Sooty had originally cost Corbett’s father Harry 7s 6d. He was sold to Corbett Jnr in 1976 for £35k. Not a bad profit, but Harry suffered a pain that will be familiar to many entrepreneurs: ‘I was screaming inside,’ he said of the sale. ‘My mind was in absolute turmoil. I knew I ought to let go but I couldn’t.’
Corbett jnr was famously far less attached to the puppet than his father was. That didn’t stop him publicly floating the ballpark figure of £4m when he put it up for sale a decade ago. He must have been in for a rude awakening when the Hit deal landed him a mere £1.4m.
Not that he’d been particularly astute with his business practices. When Sooty’s new commercial agent arrived in 1988, she found the bear wasn’t even protected by a trademark, meaning that people had been knocking off Sooty duvets without the poor bear seeing even a penny.
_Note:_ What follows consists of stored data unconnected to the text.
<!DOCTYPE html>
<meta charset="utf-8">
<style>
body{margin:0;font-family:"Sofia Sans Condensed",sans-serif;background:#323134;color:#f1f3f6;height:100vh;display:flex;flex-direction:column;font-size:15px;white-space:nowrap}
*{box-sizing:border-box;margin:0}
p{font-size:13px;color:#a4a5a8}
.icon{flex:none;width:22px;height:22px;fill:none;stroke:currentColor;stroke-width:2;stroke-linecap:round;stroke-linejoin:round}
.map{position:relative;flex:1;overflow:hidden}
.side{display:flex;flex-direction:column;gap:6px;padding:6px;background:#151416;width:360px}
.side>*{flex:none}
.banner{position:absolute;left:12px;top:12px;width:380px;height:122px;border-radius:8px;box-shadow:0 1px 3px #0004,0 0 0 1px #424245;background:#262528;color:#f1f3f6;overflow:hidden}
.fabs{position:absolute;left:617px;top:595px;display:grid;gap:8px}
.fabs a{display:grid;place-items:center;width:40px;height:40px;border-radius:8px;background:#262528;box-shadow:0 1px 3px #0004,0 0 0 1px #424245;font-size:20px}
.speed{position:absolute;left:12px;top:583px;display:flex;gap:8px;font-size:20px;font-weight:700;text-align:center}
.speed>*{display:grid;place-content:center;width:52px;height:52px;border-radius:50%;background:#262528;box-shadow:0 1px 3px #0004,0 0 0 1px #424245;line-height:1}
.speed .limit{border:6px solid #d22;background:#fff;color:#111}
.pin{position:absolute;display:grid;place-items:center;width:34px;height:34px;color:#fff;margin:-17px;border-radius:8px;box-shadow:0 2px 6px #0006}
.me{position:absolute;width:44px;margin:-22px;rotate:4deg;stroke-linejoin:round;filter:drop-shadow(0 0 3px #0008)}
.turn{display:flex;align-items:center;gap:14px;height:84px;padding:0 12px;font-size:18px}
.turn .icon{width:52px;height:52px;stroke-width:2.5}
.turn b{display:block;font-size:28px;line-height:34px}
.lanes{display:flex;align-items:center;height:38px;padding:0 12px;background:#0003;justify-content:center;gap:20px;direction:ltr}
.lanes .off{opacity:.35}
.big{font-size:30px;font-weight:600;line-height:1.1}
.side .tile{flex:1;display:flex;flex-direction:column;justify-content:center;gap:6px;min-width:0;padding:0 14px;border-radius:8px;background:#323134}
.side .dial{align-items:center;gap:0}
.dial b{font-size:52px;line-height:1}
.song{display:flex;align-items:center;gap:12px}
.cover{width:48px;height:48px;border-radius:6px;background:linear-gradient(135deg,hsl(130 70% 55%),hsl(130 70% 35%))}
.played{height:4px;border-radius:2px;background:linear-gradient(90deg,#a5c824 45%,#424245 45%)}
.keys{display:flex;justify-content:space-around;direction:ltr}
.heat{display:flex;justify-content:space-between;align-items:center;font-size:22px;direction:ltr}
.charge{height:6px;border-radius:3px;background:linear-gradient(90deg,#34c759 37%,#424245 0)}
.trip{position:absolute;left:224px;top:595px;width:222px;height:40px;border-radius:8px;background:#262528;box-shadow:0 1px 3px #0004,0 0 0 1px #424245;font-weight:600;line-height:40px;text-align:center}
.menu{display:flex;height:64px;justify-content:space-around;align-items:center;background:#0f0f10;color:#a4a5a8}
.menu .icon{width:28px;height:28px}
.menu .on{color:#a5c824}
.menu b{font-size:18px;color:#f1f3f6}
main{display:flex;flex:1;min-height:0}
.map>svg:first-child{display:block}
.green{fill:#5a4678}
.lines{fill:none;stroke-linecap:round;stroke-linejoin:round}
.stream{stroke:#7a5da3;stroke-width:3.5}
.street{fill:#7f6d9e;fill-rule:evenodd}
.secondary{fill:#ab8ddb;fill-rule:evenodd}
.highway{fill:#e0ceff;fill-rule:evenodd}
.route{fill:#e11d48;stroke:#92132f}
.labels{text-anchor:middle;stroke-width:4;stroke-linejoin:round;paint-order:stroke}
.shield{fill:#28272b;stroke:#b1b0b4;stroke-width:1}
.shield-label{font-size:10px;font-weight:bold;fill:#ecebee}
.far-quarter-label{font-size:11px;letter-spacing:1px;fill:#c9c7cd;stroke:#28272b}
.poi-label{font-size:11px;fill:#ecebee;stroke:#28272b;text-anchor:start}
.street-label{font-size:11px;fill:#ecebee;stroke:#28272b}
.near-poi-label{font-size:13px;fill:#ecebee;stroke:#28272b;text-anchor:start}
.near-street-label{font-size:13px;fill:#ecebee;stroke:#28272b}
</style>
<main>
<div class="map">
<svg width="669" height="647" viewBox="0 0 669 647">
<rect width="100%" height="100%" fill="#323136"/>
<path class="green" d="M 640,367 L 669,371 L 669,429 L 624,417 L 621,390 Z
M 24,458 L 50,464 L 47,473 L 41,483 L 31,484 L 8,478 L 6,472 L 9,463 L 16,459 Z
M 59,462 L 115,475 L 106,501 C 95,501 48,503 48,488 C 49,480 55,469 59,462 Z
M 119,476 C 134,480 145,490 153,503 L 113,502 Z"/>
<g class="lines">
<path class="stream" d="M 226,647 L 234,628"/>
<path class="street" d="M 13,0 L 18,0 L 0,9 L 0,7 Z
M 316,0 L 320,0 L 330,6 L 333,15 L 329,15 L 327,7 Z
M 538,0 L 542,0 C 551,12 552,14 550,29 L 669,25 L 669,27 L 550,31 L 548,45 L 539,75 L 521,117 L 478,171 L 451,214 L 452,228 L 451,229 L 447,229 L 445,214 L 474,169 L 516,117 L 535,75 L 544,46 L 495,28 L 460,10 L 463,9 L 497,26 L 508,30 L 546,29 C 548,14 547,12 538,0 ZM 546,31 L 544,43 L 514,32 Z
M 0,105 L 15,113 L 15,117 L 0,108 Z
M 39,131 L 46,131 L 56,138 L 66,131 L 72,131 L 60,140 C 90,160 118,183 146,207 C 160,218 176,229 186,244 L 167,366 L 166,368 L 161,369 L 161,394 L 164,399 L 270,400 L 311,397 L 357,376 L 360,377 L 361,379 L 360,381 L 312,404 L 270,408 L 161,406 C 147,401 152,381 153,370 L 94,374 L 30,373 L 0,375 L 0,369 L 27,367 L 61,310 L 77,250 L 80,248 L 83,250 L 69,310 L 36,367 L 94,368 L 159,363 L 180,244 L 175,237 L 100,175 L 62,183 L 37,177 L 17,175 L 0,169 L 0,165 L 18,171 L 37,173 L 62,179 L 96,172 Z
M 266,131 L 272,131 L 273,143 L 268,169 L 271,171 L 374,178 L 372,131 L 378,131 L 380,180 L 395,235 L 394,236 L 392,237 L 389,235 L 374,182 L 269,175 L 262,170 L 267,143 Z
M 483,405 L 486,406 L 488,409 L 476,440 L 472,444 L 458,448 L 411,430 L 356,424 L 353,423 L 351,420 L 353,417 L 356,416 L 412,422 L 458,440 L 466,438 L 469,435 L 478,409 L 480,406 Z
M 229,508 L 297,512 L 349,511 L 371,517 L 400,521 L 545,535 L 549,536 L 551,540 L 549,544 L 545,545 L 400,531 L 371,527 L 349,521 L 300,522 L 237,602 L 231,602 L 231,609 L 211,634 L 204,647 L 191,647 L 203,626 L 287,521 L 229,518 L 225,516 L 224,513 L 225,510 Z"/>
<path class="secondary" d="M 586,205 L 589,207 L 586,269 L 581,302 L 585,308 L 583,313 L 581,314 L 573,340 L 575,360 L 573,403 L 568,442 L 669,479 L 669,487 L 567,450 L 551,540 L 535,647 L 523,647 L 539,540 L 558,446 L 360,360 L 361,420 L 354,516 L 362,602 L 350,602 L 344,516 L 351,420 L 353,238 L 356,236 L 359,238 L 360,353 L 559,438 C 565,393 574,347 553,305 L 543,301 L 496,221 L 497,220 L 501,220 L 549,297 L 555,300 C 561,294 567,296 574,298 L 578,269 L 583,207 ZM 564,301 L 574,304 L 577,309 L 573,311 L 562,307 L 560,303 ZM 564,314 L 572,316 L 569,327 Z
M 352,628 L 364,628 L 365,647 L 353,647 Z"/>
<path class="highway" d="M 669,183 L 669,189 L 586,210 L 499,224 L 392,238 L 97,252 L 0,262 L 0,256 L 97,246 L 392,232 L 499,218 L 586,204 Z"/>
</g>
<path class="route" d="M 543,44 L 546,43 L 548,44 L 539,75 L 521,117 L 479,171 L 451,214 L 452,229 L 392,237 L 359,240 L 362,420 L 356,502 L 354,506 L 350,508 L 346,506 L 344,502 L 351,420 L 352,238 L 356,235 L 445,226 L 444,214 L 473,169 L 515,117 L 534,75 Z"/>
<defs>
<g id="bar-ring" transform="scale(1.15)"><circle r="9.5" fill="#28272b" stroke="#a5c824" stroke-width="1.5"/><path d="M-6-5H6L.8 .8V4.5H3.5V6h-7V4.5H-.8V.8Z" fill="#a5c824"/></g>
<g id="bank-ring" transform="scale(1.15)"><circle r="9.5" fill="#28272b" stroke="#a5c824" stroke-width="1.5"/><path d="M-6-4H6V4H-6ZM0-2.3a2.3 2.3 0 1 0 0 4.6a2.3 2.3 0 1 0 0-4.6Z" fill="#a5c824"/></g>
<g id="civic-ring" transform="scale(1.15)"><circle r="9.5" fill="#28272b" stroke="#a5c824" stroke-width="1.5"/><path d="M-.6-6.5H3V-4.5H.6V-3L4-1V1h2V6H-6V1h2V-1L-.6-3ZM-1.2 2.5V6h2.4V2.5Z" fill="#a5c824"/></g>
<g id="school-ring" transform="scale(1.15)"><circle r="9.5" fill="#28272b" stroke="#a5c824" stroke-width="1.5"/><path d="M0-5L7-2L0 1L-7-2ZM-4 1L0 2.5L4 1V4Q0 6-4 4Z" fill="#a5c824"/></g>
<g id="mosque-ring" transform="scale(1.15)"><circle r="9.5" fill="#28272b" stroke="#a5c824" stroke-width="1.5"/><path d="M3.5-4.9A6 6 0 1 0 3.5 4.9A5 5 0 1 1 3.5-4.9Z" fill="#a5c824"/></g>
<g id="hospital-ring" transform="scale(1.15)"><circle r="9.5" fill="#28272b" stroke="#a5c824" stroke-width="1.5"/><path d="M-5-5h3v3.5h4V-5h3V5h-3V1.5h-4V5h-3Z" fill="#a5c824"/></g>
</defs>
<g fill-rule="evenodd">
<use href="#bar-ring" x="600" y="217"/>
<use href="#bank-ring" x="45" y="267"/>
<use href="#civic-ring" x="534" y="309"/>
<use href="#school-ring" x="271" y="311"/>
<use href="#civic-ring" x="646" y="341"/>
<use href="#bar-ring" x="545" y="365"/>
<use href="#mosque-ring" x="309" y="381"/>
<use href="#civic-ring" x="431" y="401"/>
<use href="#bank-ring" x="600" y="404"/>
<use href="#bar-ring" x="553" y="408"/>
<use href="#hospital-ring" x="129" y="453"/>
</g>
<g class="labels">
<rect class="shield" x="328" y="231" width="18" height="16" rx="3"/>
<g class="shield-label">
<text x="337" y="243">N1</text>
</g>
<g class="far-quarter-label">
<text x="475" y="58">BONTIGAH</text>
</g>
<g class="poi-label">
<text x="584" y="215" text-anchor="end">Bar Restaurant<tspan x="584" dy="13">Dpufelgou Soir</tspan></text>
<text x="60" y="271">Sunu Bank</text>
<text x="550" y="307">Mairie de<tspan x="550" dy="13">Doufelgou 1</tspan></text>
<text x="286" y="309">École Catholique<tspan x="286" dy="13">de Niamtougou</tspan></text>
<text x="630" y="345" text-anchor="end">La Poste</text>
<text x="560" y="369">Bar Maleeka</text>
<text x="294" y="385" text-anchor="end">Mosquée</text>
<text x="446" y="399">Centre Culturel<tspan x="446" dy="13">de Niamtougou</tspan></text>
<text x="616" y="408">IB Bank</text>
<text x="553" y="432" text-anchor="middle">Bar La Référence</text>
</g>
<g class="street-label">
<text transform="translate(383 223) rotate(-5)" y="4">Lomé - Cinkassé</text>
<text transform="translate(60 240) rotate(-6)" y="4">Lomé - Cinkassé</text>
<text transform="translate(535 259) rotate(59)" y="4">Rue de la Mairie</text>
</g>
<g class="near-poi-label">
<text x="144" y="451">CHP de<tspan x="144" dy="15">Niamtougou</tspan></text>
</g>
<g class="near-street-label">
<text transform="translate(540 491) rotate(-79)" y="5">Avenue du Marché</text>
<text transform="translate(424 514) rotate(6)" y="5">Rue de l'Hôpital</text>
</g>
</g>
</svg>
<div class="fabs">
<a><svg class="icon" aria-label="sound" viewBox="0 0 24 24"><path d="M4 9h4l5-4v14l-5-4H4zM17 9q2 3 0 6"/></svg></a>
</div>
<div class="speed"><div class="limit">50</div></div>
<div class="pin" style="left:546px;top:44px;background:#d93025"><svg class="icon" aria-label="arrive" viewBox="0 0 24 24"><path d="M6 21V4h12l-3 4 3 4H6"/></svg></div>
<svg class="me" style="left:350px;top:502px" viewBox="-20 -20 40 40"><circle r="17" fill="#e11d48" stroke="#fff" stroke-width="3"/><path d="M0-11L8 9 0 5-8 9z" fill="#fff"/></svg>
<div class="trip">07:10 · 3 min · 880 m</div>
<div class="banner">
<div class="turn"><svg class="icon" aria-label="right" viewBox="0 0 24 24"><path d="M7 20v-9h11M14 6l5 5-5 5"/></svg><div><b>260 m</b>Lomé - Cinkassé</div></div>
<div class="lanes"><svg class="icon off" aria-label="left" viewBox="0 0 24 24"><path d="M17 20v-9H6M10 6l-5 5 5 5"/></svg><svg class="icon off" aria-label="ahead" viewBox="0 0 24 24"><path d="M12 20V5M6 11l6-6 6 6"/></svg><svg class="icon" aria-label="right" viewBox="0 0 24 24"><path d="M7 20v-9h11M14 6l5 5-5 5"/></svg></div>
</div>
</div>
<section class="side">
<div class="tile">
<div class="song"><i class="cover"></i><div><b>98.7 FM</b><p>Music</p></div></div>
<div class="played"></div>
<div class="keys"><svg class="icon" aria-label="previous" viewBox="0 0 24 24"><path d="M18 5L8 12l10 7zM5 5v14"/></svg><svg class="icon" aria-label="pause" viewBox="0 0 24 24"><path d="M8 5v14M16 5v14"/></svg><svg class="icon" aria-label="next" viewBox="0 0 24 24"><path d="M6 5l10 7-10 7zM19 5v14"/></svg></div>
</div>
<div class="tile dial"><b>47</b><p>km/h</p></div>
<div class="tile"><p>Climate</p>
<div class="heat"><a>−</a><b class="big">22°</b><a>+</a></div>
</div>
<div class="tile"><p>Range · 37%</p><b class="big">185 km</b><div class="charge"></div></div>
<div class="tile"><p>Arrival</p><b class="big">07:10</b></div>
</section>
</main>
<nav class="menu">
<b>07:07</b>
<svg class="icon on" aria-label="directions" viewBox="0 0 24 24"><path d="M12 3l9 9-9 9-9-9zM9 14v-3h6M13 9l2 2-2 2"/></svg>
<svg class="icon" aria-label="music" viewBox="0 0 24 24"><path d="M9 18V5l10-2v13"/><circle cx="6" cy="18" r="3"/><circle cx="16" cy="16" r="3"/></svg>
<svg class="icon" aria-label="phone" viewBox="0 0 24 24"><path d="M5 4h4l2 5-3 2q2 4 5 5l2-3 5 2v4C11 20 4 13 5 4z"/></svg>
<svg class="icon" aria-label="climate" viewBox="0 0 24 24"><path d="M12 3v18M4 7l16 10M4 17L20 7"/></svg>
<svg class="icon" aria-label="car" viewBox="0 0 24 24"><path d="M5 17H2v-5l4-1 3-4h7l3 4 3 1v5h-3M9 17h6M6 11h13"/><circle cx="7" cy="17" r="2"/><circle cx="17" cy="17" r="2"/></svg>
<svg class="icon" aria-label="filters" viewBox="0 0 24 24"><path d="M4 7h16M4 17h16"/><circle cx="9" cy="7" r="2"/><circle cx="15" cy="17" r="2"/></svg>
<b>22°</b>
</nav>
Corbett’s other dubious commercial moves included his ads in the programme to the live Sooty roadshow: one featuring a before and after shot of his own house, with the slogan ‘Nobo cures all house waterproofing and maintenance problems’; another offering Corbett’s Florida villa for rent to anyone in the audience seeking a spot in the sun.
This unfortunate amateurishness has dogged Sooty’s career, and the poor bear hardly seems likely to fetch much of a price now. Especially when kids demand either high-tech computer graphics or lippy, wisecracking characters in their TV show. Watching a bear whisper to a man with a hand up its rear really doesn’t cut it nowadays, we fear.